金沢沖バラバラ強殺事件初公判へ、「無期か死刑」判断重く/横浜地裁|カナロコ|神奈川新聞ニュース

金沢沖バラバラ強殺事件初公判へ、「無期か死刑」判断重く/横浜地裁

男性2人を殺害、遺体を切断して捨てたとして強盗殺人罪などに問われ、検察側の死刑求刑が予想される住所不定、無職池田容之被告(32)の裁判員裁判初公判が11月1日、横浜地裁で開かれる。強盗殺人罪は、法定刑が原則として「無期懲役か死刑」と定められているが、公判前整理手続きで弁護側は自首による刑の減軽を主張。裁判員は10日間の公判や評議を通じて量刑を判断する。初公判に先立ち、29日に同地裁で選任手続きがあり、6人の裁判員が選ばれた。

県内の裁判員裁判で、強盗殺人罪の審理は初。最高裁によると、8月末までに全国の地裁で判決のあった同罪の被告26人のうち13人が無期懲役で、それ以外は情状酌量を認めて有期懲役となり、死刑判決はない。殺された被害者が2人の裁判員裁判では、検察の対応が分かれる。耳かき店員ら2人殺害事件の東京地裁審理では、検察側が25日に裁判員制度導入後では初めて死刑を求刑。一方、鳥取地裁と仙台地裁の2件では、いずれも被告は強盗殺人罪に問われたが、有利な事情を考慮して無期懲役を求刑(判決は求刑通り)した。

関係者によると、池田被告は起訴内容を争わない方針で、公判前整理手続きで争点は量刑に絞られている。被告は密輸事件で福島県警に逮捕後、強盗殺人、死体損壊、死体遺棄などの事件を打ち明けており「自首は刑の減軽が可能」とする刑法に基づき、弁護側は刑の減軽を求めるという。

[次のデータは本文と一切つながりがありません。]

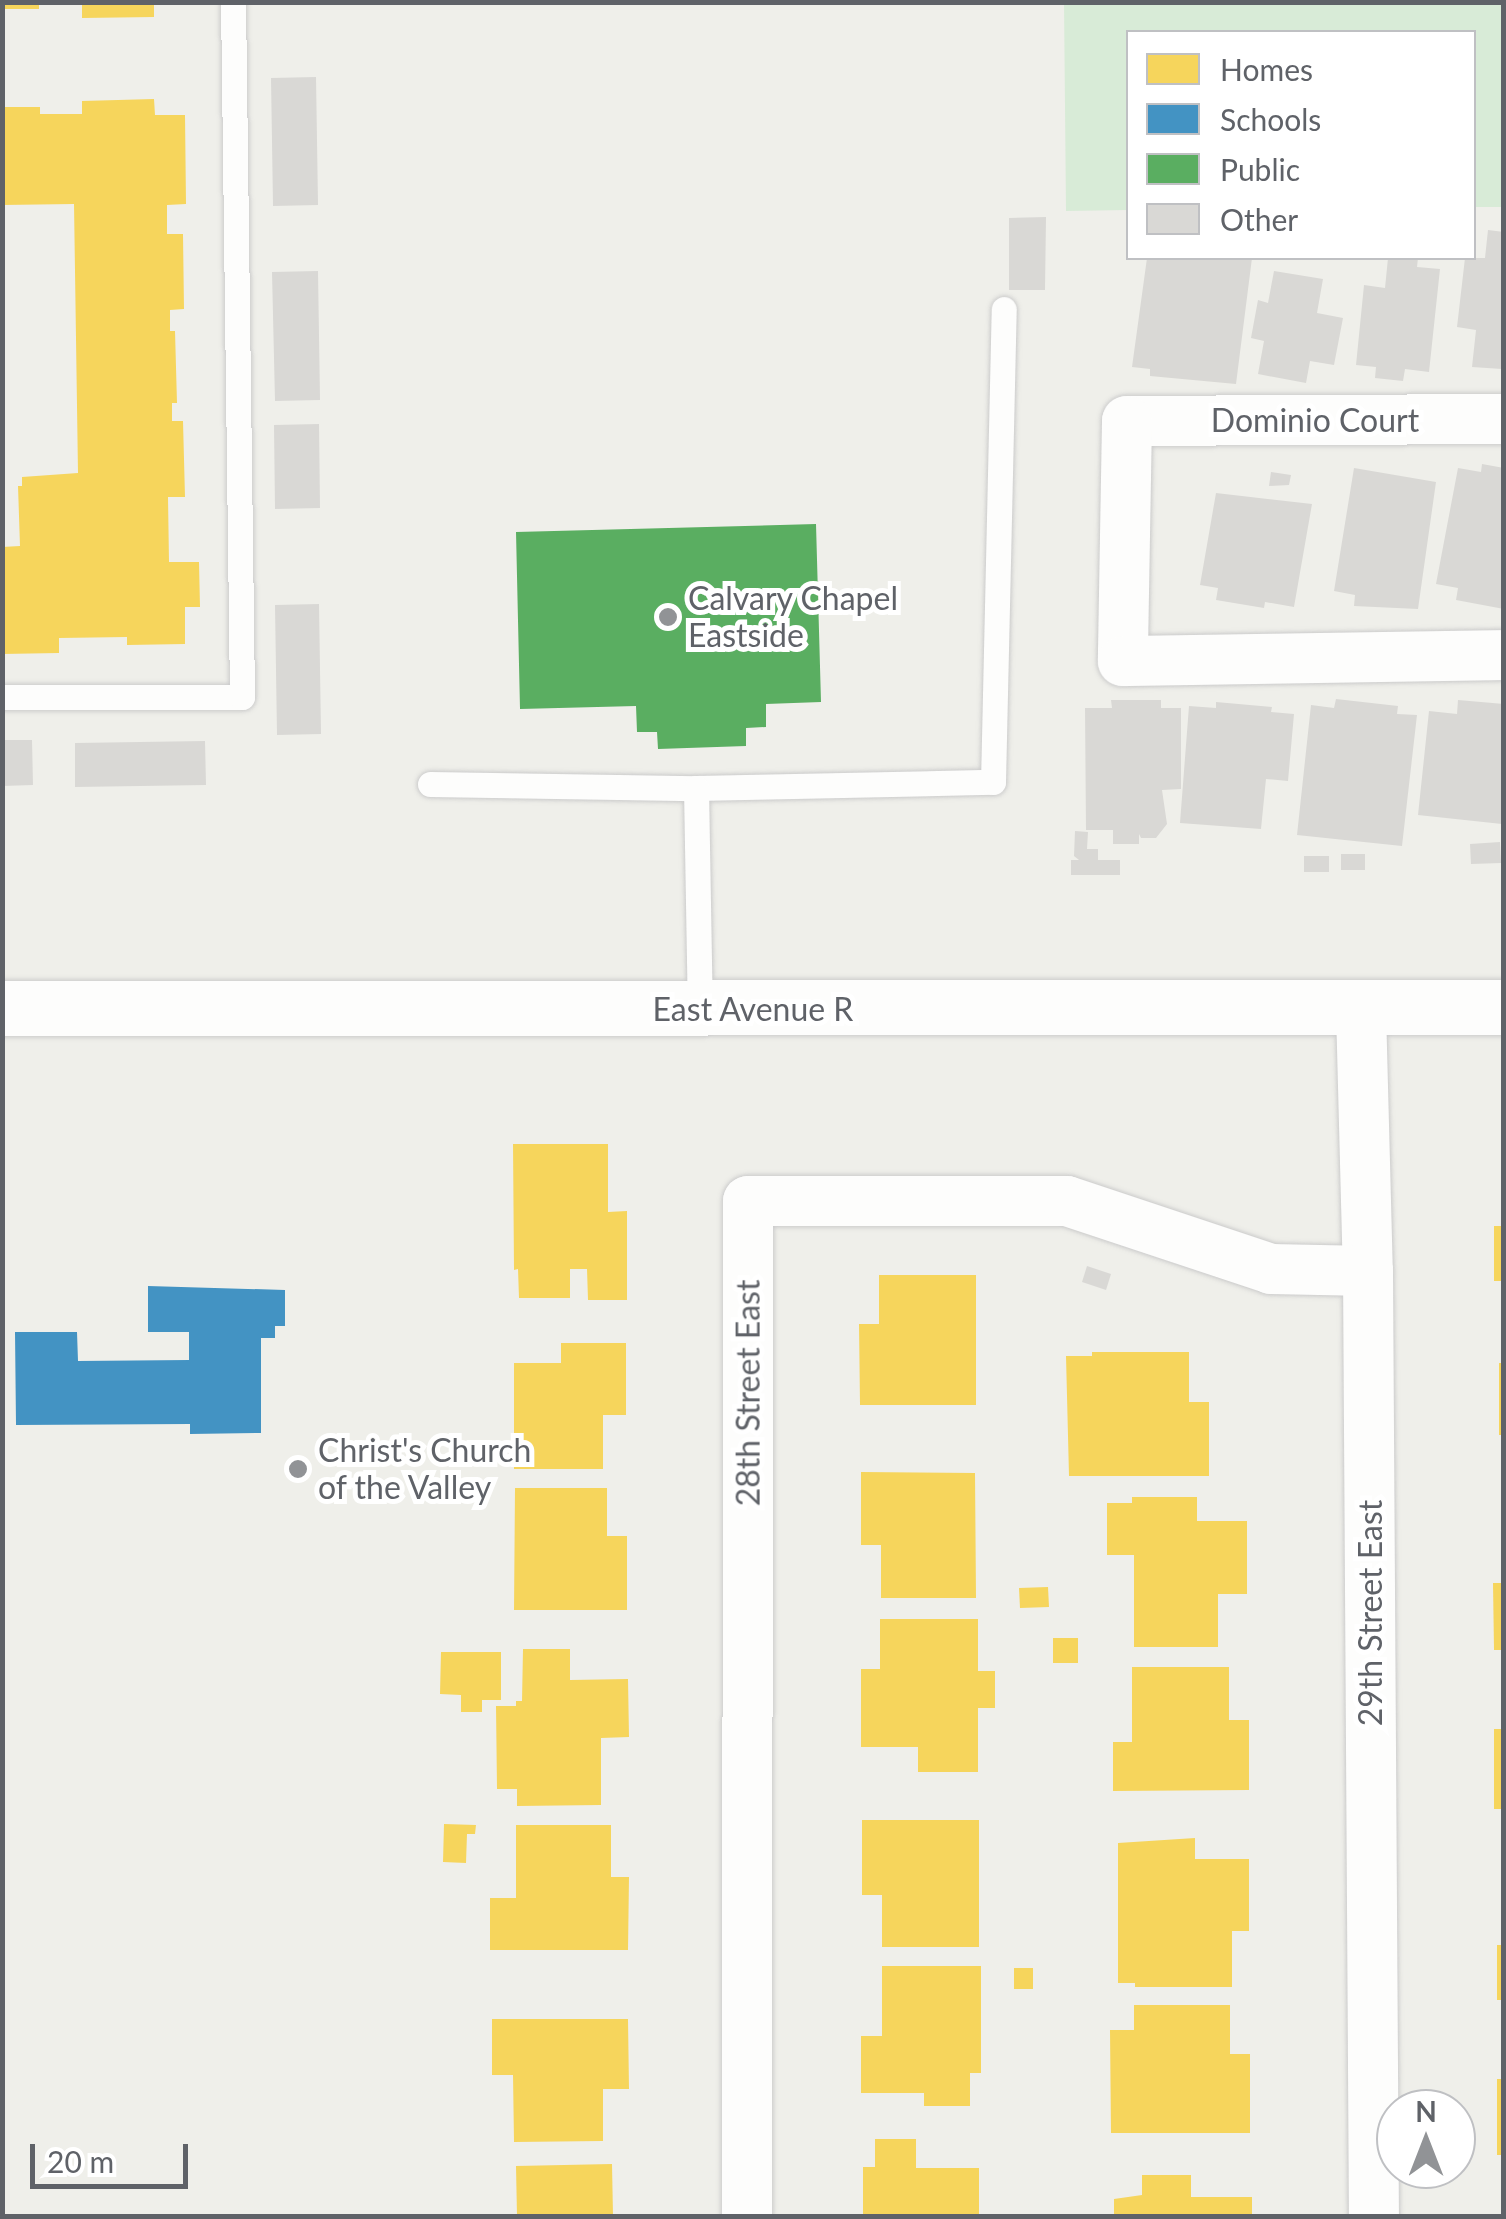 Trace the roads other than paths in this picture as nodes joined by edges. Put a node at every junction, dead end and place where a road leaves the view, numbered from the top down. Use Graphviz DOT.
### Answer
graph roads {
  1 [pos="233,2"];
  2 [pos="1004,309"];
  3 [pos="1504,420"];
  4 [pos="1504,655"];
  5 [pos="2,698"];
  6 [pos="430,784"];
  7 [pos="696,788"];
  8 [pos="1504,1007"];
  9 [pos="2,1008"];
  10 [pos="700,1009"];
  11 [pos="1361,1010"];
  12 [pos="1368,1271"];
  13 [pos="747,2216"];
  14 [pos="1374,2216"];
  1 -- 5 [label="lane"];
  2 -- 7 [label="lane"];
  3 -- 4 [label="street, Dominio Court"];
  6 -- 7 [label="lane"];
  7 -- 10 [label="lane"];
  8 -- 11 [label="main road, East Avenue R"];
  9 -- 10 [label="main road, East Avenue R"];
  10 -- 11 [label="main road, East Avenue R"];
  11 -- 12 [label="street, 29th Street East"];
  12 -- 13 [label="street, 28th Street East"];
  12 -- 14 [label="street, 29th Street East"];
}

一連の男性2人殺害事件では、近藤剛郎容疑者(強盗殺人容疑などで国際手配中)ら共犯者8人のうち、未逮捕の近藤容疑者と公判前の南部宇宙被告(28)を除く6人に判決が出ており、5人が確定。

起訴状や共犯者の公判資料によると、池田被告は昨年6月、マージャン店経営トラブルをめぐり、前経営者の近藤容疑者から依頼され、当時の経営者ら男性2人を千葉県内のホテルに監禁。約1340万円を奪って殺害し、切断した遺体を横浜市金沢区沖の東京湾などに遺棄した、としている。

29日の選任手続きでは、裁判員6人と補充裁判員6人が決まった。選任手続きには、地裁が手続き参加を求めた裁判員候補者75人の93%に当たる70人が出席した。

手続きは非公開で、昼休みを含めて約6時間かかった。参加者によると、2人が殺害され、遺体が切断された事件の内容を地裁職員が説明。裁判員に選ばれなかった横浜市中区の主婦(66)は「罪名がモニターに映し出され、死刑を判断する可能性があると感じた。重すぎる事件。手続きの待ち時間で『辞退したい』と言っている人もいた」と会場の様子を明かした。

地裁は当初、180人を候補者選定。選任手続きを含めると11日間の長期日程を考慮したとみられる。事前に93人、29日の選任手続きで15人の辞退が許可され、辞退率は60%で、7月末までの全国平均の51%を上回った。